- [HOW TO COMPLETE THIS TASK]:
For the string "dash", state how many lines of the data hold it. Give nothing besides the number.
-------
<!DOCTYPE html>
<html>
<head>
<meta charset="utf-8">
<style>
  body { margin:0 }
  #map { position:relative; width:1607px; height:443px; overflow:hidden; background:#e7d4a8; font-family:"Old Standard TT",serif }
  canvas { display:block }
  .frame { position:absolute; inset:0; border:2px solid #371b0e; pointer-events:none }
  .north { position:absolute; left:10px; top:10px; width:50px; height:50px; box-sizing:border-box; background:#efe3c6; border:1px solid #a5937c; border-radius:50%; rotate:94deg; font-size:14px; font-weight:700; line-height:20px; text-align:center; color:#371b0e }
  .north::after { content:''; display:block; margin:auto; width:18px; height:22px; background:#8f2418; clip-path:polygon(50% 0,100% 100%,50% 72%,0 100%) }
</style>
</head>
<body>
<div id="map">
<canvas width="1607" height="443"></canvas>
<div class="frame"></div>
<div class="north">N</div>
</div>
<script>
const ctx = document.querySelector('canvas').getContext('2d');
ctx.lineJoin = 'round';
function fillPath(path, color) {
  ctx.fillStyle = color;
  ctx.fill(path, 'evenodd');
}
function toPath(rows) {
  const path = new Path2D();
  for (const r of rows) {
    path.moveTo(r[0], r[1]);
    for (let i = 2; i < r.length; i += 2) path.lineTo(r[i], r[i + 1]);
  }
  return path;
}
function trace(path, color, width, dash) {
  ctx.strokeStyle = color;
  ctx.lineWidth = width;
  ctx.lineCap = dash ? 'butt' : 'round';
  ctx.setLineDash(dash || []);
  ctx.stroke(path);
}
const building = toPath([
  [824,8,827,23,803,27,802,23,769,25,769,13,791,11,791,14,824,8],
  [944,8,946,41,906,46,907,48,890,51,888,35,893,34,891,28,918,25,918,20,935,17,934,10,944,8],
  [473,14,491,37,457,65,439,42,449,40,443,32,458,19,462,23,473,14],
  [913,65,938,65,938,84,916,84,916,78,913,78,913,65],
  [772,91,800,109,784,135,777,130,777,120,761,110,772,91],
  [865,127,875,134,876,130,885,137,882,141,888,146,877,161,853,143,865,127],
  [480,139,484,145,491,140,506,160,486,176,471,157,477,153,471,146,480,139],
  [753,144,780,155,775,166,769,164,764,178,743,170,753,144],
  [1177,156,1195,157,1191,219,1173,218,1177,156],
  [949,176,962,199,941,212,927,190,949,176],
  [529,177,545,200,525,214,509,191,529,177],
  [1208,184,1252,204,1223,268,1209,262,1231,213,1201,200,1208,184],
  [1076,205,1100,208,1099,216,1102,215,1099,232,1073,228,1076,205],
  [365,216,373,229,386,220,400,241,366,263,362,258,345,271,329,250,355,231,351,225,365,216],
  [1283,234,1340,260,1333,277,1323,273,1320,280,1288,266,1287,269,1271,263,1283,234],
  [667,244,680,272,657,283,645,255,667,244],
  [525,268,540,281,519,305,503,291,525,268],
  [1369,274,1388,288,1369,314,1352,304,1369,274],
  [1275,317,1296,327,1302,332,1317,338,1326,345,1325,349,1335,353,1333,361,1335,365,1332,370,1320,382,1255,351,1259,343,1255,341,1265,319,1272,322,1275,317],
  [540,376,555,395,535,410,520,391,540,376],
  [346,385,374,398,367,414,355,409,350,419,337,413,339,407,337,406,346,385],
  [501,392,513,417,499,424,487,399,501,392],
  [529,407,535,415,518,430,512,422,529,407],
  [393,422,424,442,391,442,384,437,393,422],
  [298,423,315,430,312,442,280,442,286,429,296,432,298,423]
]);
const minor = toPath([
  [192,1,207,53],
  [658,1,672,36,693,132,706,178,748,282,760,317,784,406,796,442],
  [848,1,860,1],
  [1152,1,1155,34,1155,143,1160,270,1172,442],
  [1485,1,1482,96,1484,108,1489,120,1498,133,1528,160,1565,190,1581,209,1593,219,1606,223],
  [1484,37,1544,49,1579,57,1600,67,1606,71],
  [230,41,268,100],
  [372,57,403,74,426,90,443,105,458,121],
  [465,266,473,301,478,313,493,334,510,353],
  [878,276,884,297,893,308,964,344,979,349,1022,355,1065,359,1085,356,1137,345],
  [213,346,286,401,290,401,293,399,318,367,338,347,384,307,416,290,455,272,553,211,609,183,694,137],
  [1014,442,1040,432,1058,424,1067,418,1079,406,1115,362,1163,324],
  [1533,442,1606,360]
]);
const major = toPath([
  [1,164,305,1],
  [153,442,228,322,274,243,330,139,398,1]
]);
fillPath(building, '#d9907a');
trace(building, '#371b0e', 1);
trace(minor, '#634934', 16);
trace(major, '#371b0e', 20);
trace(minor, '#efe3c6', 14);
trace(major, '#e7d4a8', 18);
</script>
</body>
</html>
-------
- [COMPLETED EXERCISE]:
3